Versöhnt werden wir schließlich durch zwei weitere typische Vertreter in Form einer steirischen Fiedel und eines Hackbretts. Die Violine kommt dabei mit einer korrekten Intonation. Doch das Timbre klingt auf eigentümliche Weise eher schräg, bisweilen ein wenig wimmernd. Das geschieht zwar auf subtile Weise, setzt sich aber im Vergleich zum Pendant aus der Klassik merkbar ab. Ein weiteres Highlight ist schließlich das Hackbrett, das einen Highend-Glanz im Grundsound besitzt, jeden Ton akkurat und äußerst fein aufgelöst darstellt und auch Freunde der Mittelalter-, Renaissance- und Barock-Musik in jedem Falle mit der Zunge schnalzen lässt. Per Sustain-Pedal oder via Release-Parameter kann der Ausklang gedämpft werden, so dass sich das Hackbrett im Klang ein wenig in Richtung eines ungarischen Cymbaloms bewegt. Im Test macht das Spielen dieses Instruments, nicht zuletzt aufgrund seiner Klangqualität, einen Riesen-Spaß und wirkt äußerst inspirierend.
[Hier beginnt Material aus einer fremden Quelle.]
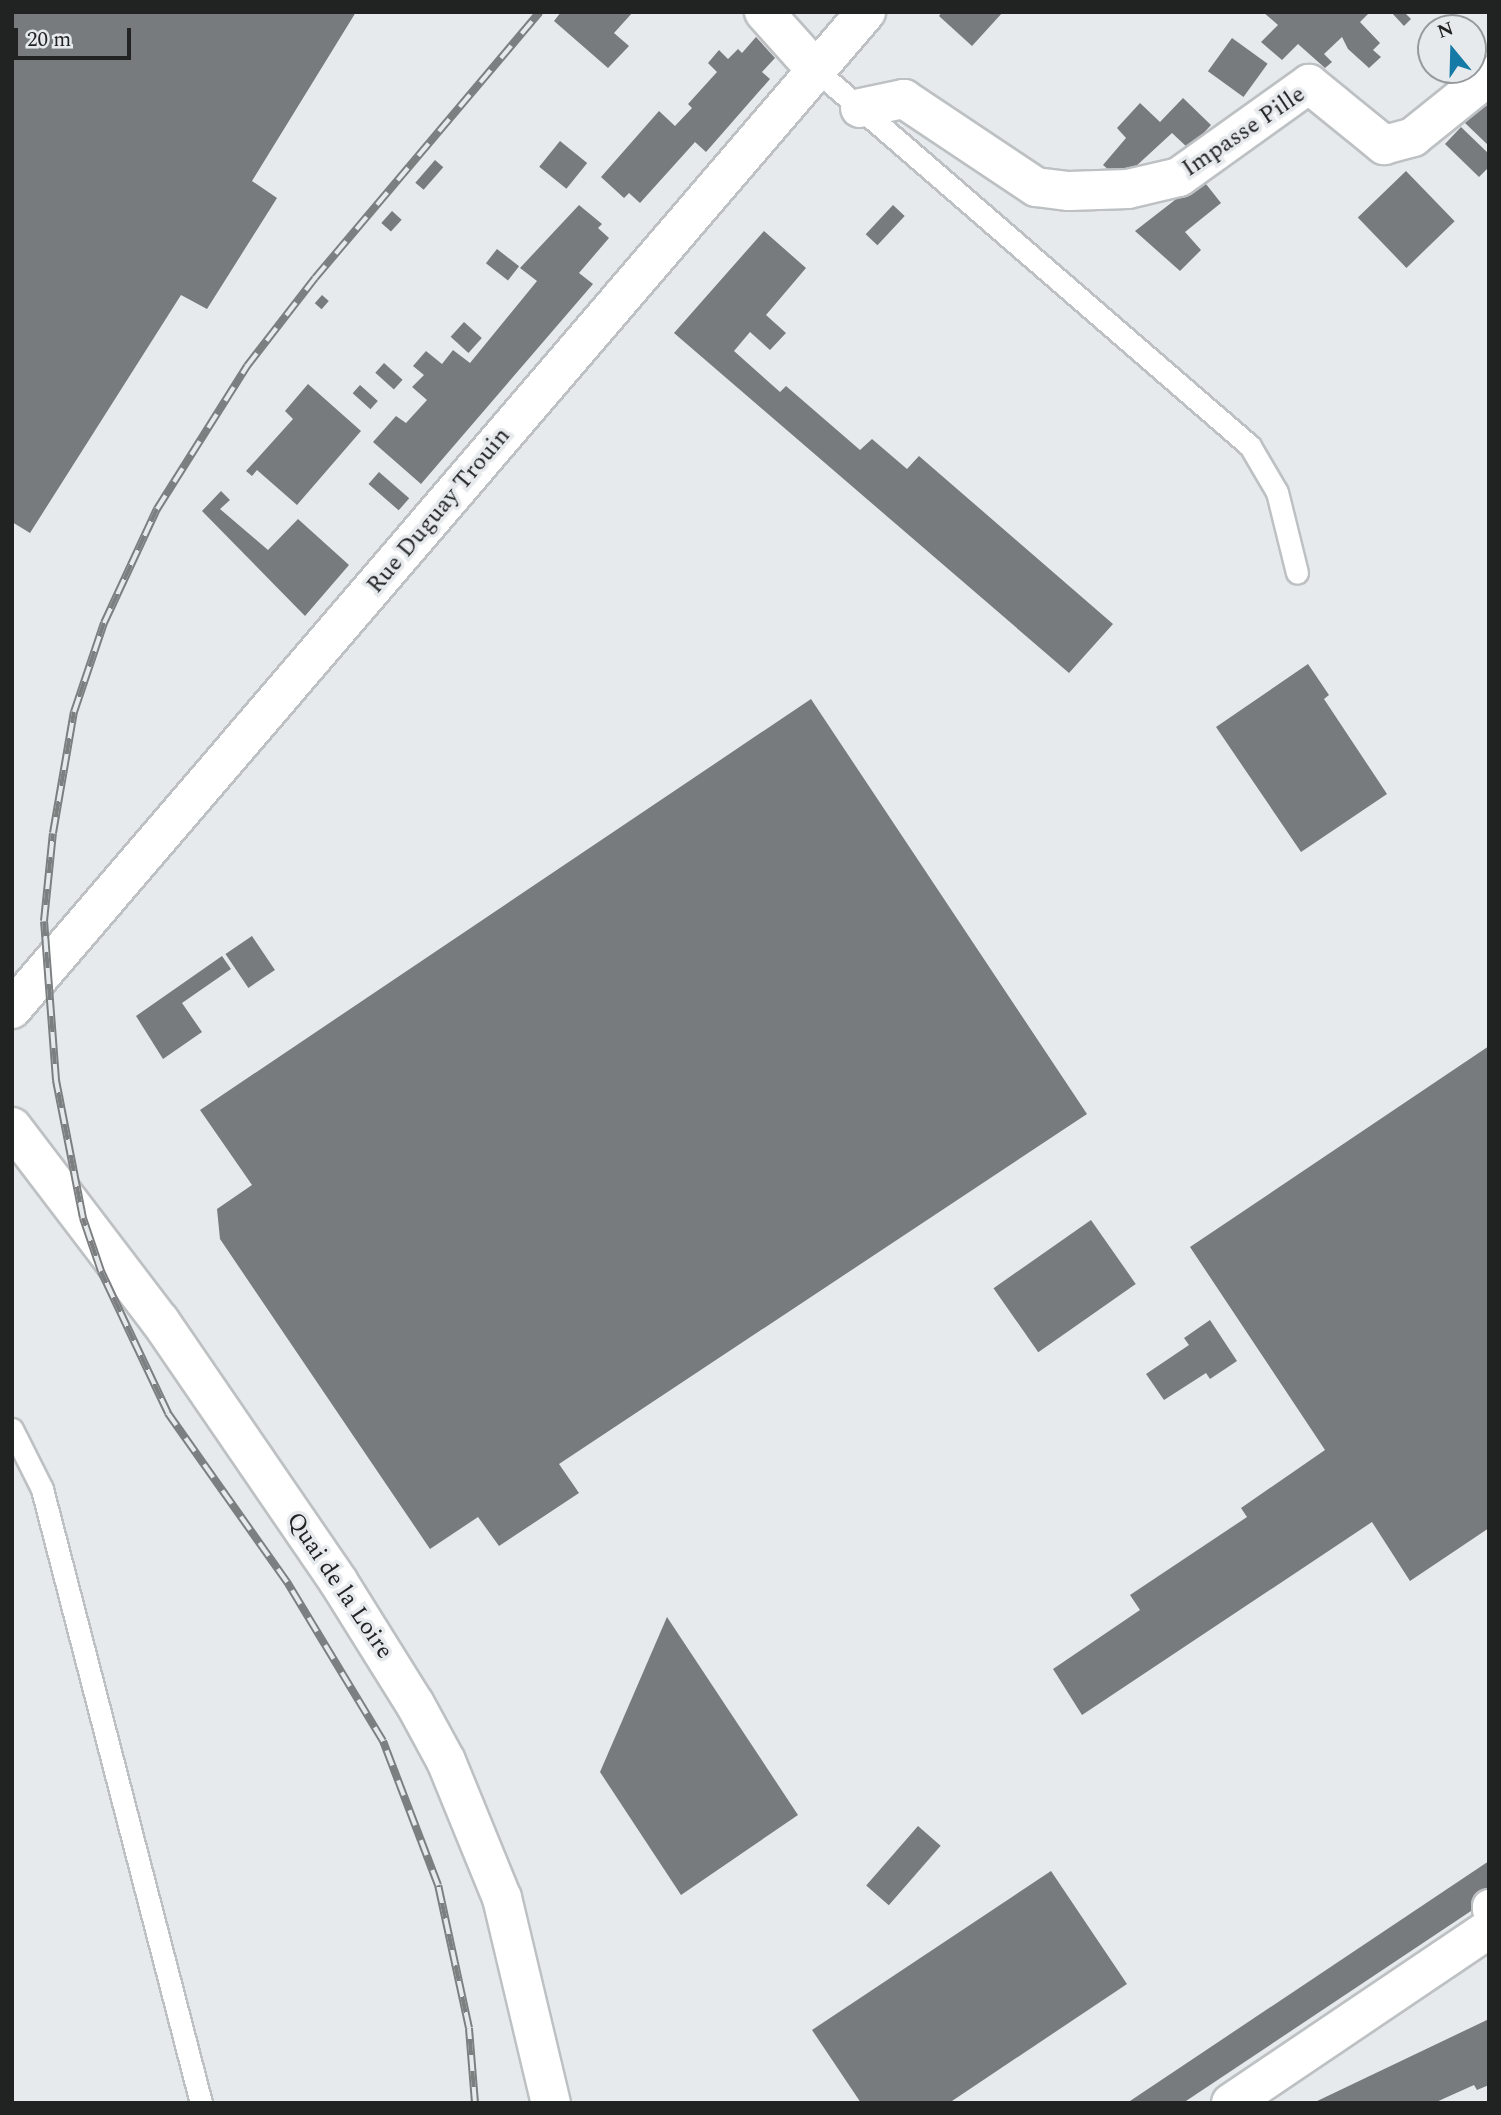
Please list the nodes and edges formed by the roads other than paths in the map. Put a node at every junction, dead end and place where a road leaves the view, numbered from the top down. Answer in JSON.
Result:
{"nodes":[{"id":1,"x":764,"y":12,"type":"edge"},
{"id":2,"x":866,"y":12,"type":"edge"},
{"id":3,"x":816,"y":70,"type":"junction"},
{"id":4,"x":1489,"y":76,"type":"edge"},
{"id":5,"x":860,"y":108,"type":"junction"},
{"id":6,"x":1297,"y":573,"type":"dead end"},
{"id":7,"x":12,"y":1009,"type":"edge"},
{"id":8,"x":12,"y":1127,"type":"edge"},
{"id":9,"x":12,"y":1429,"type":"edge"},
{"id":10,"x":1489,"y":1929,"type":"edge"},
{"id":11,"x":201,"y":2103,"type":"edge"},
{"id":12,"x":551,"y":2103,"type":"edge"},
{"id":13,"x":1231,"y":2103,"type":"edge"}],
"edges":[{"from":1,"to":3,"type":"street"},
{"from":2,"to":3,"type":"street","name":"Rue Duguay Trouin"},
{"from":3,"to":5,"type":"lane"},
{"from":3,"to":7,"type":"street","name":"Rue Duguay Trouin"},
{"from":4,"to":5,"type":"street","name":"Impasse Pille"},
{"from":5,"to":6,"type":"lane"},
{"from":8,"to":12,"type":"street","name":"Quai de la Loire"},
{"from":9,"to":11,"type":"lane"},
{"from":10,"to":13,"type":"street"}]}
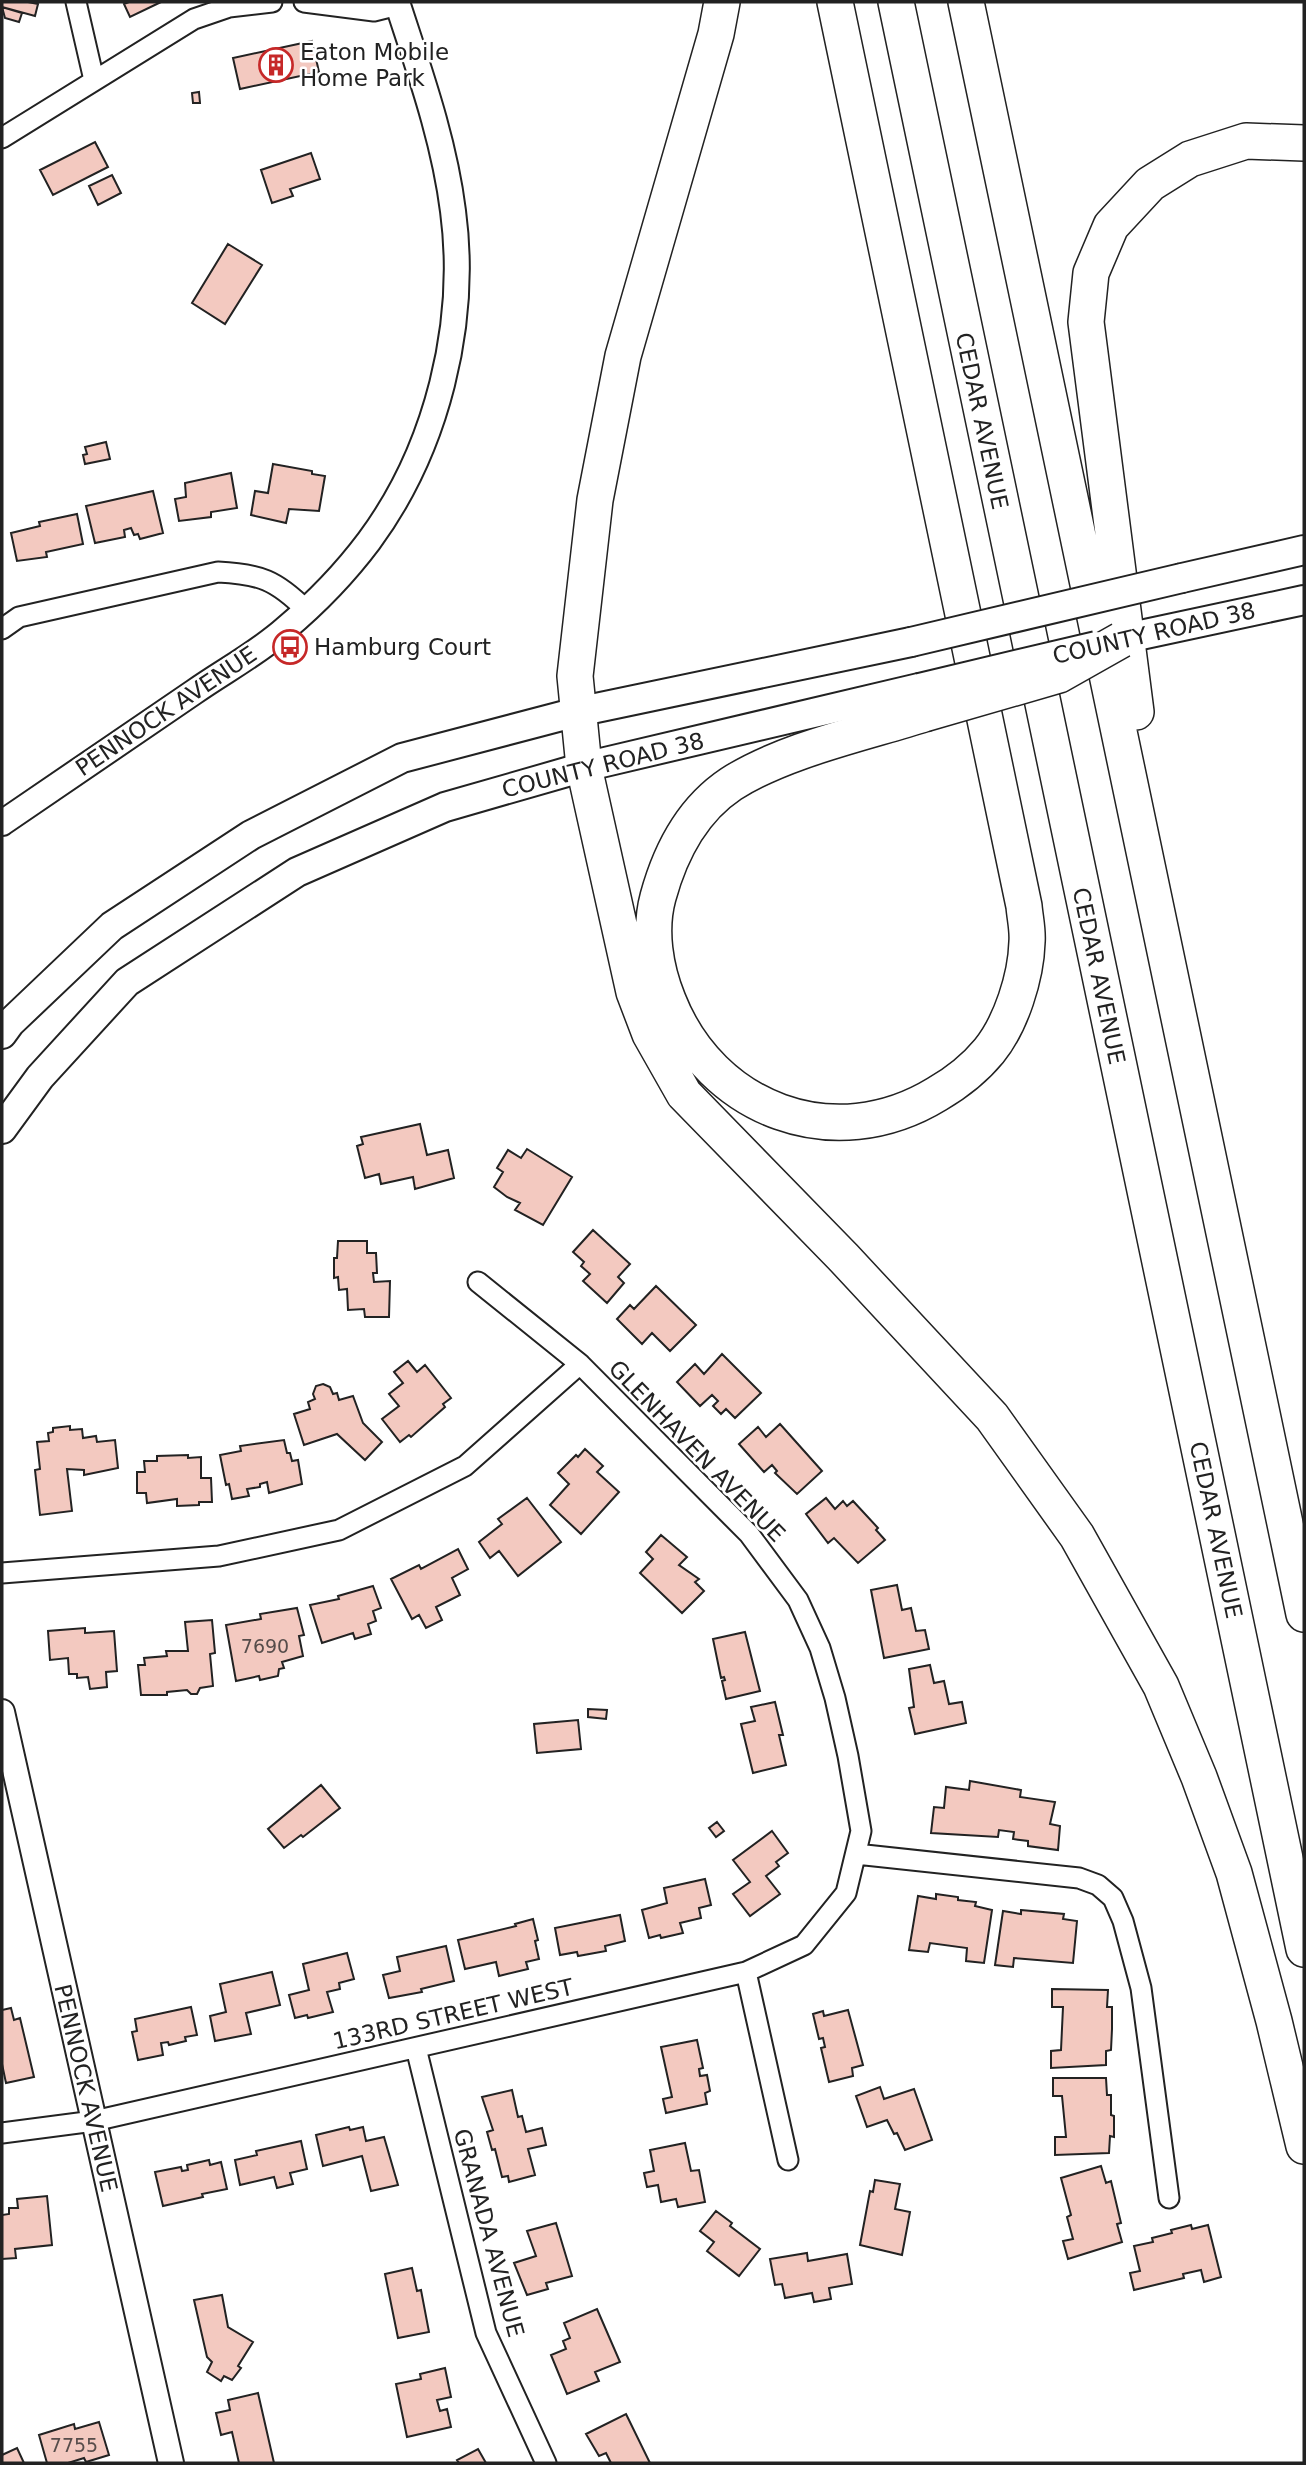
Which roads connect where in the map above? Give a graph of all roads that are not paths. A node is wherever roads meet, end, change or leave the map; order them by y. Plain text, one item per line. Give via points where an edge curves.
1 (76, 2) edge
2 (272, 2) edge
3 (304, 2) edge
4 (722, 2) edge
5 (835, 2) edge
6 (896, 2) edge
7 (966, 2) edge
8 (398, 3) edge
9 (94, 80) junction
10 (2, 138) edge
11 (1304, 143) edge
12 (1304, 550) edge
13 (1304, 600) edge
14 (306, 610) junction
15 (2, 629) edge
16 (1121, 640) joint
17 (921, 701) junction
18 (578, 712) junction
19 (584, 767) junction
20 (2, 822) edge
21 (1167, 965) junction
22 (2, 1034) edge
23 (2, 1129) edge
24 (478, 1282) dead end
25 (580, 1364) junction
26 (2, 1573) edge
27 (1304, 1614) edge
28 (2, 1712) edge
29 (856, 1854) junction
30 (1304, 1949) edge
31 (746, 1972) junction
32 (416, 2048) junction
33 (94, 2122) junction
34 (2, 2133) edge
35 (1304, 2146) edge
36 (788, 2160) dead end
37 (1169, 2198) dead end
38 (171, 2463) edge
39 (546, 2463) edge

1 - 9 street
2 - 9 street via 229,7 194,19
3 - 8 street, PENNOCK AVENUE via 374,11
4 - 18 highway via 623,356 596,500 575,676
5 - 17 highway via 1024,906 1027,942 1023,977 1011,1011 990,1050 957,1082 884,1118 843,1123 804,1120 768,1108 732,1087 704,1061 676,1021 663,988 654,951 654,910 679,841 703,809 730,785 773,762
6 - 30 highway, CEDAR AVENUE
7 - 21 highway
8 - 14 street, PENNOCK AVENUE via 449,181 457,284 452,333 440,391 417,457 396,499 369,540
9 - 10 street
11 - 21 highway via 1246,141 1190,159 1150,184 1111,226 1091,273 1087,322
12 - 18 main road, COUNTY ROAD 38, bridge via 911,642
13 - 16 main road, COUNTY ROAD 38
14 - 15 street via 265,578 218,572 19,617
14 - 20 street, PENNOCK AVENUE via 283,631
16 - 17 highway, bridge via 1059,675
17 - 19 main road, COUNTY ROAD 38
18 - 19 highway
18 - 22 main road, COUNTY ROAD 38 via 402,758 251,835 112,926
19 - 23 main road, COUNTY ROAD 38 via 445,807 297,872 127,982 40,1077
19 - 35 highway via 634,992 650,1034 684,1094 992,1417 1077,1536 1161,1686 1234,1872
21 - 27 highway
24 - 25 street, GLENHAVEN AVENUE
25 - 26 street via 465,1466 339,1530 219,1556
25 - 29 street, GLENHAVEN AVENUE via 749,1534 797,1600 820,1648 846,1744 861,1831
28 - 33 street, PENNOCK AVENUE
29 - 31 street, 133RD STREET WEST via 846,1893 804,1945
29 - 37 street via 1079,1878 1098,1885 1113,1898 1141,1987
31 - 32 street, 133RD STREET WEST
31 - 36 street
32 - 33 street, 133RD STREET WEST
32 - 39 street, GRANADA AVENUE via 486,2333
33 - 34 street, 133RD STREET WEST
33 - 38 street, PENNOCK AVENUE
Doch wo Licht ist, ist bekanntlich auch Schatten und zwar in Form des Voice FX-Presets, das unsere Erwartungen ganz und gar nicht erfüllt. Enthalten sind eine Reihe gesprochener O-Töne. Soweit so gut. Mit Ausrufen wie „Auffi geht’s“ oder „Super“ können wir ja noch leben. Aber Einwürfe wie „Zicke Zacke“, „Geht’s Euch gut“, „I hör nix“ oder „Alle die Hände nach oben und im Rhythmus mitklatschen“, um nur ein paar zu nennen, vermitteln zumindest uns das hässliche Bild einer alkoholgeschwängerten Ballermann-Bierzelt-Kulisse. Zumindest wird mit diesen Ausrufen dieses Klischee ordentlich befeuert, was die volkstümliche Musik, sofern sie mit Anspruch gemacht wird, nicht verdient hat. Abseits dessen finden sich gerade mal zwei Jodler und zwei typische Jauchzer und Juchzer in diesem Preset, was viel zu wenig ist. Der Schwerpunkt hätte gerade auf der Vielfarbigkeit des Jodelns liegen sollen, denn so etwas kann nicht jeder, wohingegen die enthaltenen Ausrufe sich rasch abnutzen, mal ganz zu schweigen davon, dass so etwas ohne Probleme auch selbst bewerkstelligt werden kann.

Fazit

Die Alpine Volksmusik Library von Best Service hinterlässt im Test einen geteilten Eindruck. Zunächst ist dem Unternehmen ein sehr großes Lob für den Schritt auszusprechen, eine solche Klangsammlung zu produzieren und auf den Markt zu bringen, denn sie bedient erstmals eine bislang sträflich missachtete Gruppe von Musikschaffenden. Highlights sind die Blechbläser, die Akkordeons und das Hackbrett, die authentische Klangfarben offerieren und nicht nur für volkstümliche Musik geeignet sind. Ganz gleich ob klassische Musik, Mittelalter-Musik, Polka, Balkan-Pop, ja sogar im Dancefloor können sich einige der Presets durchaus heimisch fühlen. Mit den enthaltenen elektrischen und synthetischen Bässen sowie dem Schlagzeug und leider auch den in unseren Augen ärgerlichen Voice FX versucht die Library sowohl die Traditionalisten, als auch die auf den sogenannten volkstümlichen Schlager ausgerichteten Anwender einzufangen. Dies, so finden wir, ist aber nicht ganz gelungen, wenngleich die Sounds sich trotzdem hervorragend musikalisch einsetzen lassen und vom Know-how der Instrumentalisten zeugen. Abseits einiger Schwachstellen fehlen uns in dieser Library einige typische Klänge und Instrumente wie etwa das Alphorn, die Zither und vor allem eine gut sortierte Auswahl an Jodlern, die der Alpinen Volksmusik sehr gut zu Gesicht stünden. Wir hoffen daher alsbald auf ein Update, in dem dies nachgereicht wird. Damit jetzt kein falscher Eindruck entsteht: Alpine Volksmusik besitzt ein großes Potenzial mit dem sich in jedem Fall auf weite Strecken amtlich klingende deutschsprachige Volksmusik in vielen Varianten produzieren lässt. Aber angesichts der Ausstattung können wir in Sachen Preis-Leistung dieses Mal nur ein Gut vergeben.